(Saved data entries)
▬▬▬
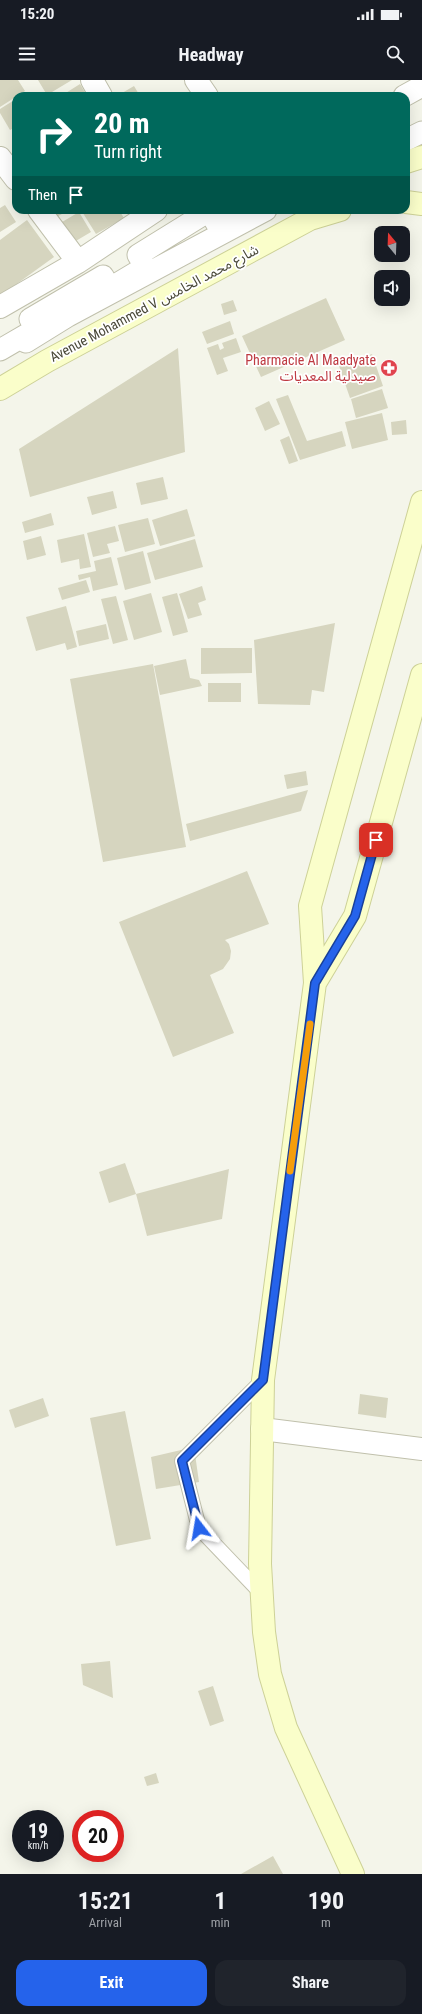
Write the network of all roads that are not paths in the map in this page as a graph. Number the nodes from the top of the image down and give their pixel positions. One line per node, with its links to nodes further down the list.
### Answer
1 (92, 80): 4 (street)
2 (196, 80): 5 (street)
3 (422, 86): 6 (street)
4 (99, 92)
5 (204, 92)
6 (410, 93)
7 (422, 132): 8 (street)
8 (410, 138)
9 (422, 157): 11 (main road)
10 (0, 158): 12 (street)
11 (410, 161)
12 (12, 174)
13 (410, 202): 14 (main road)
14 (422, 204)
15 (42, 214): 22 (street)
16 (150, 214): 22 (street)
17 (204, 214): 24 (street)
18 (211, 214): 19 (street)
19 (237, 214)
20 (259, 214): 25 (street)
21 (315, 214): 26 (main road, Avenue Mohammed V شارع محمد الخامس)
22 (78, 262): 23 (street)
23 (0, 307)
24 (0, 350)
25 (0, 358)
26 (0, 389)
27 (422, 502): 29 (main road)
28 (422, 675): 29 (main road)
29 (315, 983): 30 (main road)
30 (263, 1380): 31 (main road); 33 (lane)
31 (262, 1429): 32 (street); 33 (main road)
32 (422, 1449)
33 (262, 1594): 34 (main road)
34 (353, 1874)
▬▬▬
### Problem details
An exact reproduction of the data is needed, with no pictures included.

### Response area
Write the network of all roads that are not paths in the map in this page as a graph. Number the nodes from the top of the image down and give their pixel positions. One line per node, with its links to nodes further down the list.
### Answer
1 (92, 80): 4 (street)
2 (196, 80): 5 (street)
3 (422, 86): 6 (street)
4 (99, 92)
5 (204, 92)
6 (410, 93)
7 (422, 132): 8 (street)
8 (410, 138)
9 (422, 157): 11 (main road)
10 (0, 158): 12 (street)
11 (410, 161)
12 (12, 174)
13 (410, 202): 14 (main road)
14 (422, 204)
15 (42, 214): 22 (street)
16 (150, 214): 22 (street)
17 (204, 214): 24 (street)
18 (211, 214): 19 (street)
19 (237, 214)
20 (259, 214): 25 (street)
21 (315, 214): 26 (main road, Avenue Mohammed V شارع محمد الخامس)
22 (78, 262): 23 (street)
23 (0, 307)
24 (0, 350)
25 (0, 358)
26 (0, 389)
27 (422, 502): 29 (main road)
28 (422, 675): 29 (main road)
29 (315, 983): 30 (main road)
30 (263, 1380): 31 (main road); 33 (lane)
31 (262, 1429): 32 (street); 33 (main road)
32 (422, 1449)
33 (262, 1594): 34 (main road)
34 (353, 1874)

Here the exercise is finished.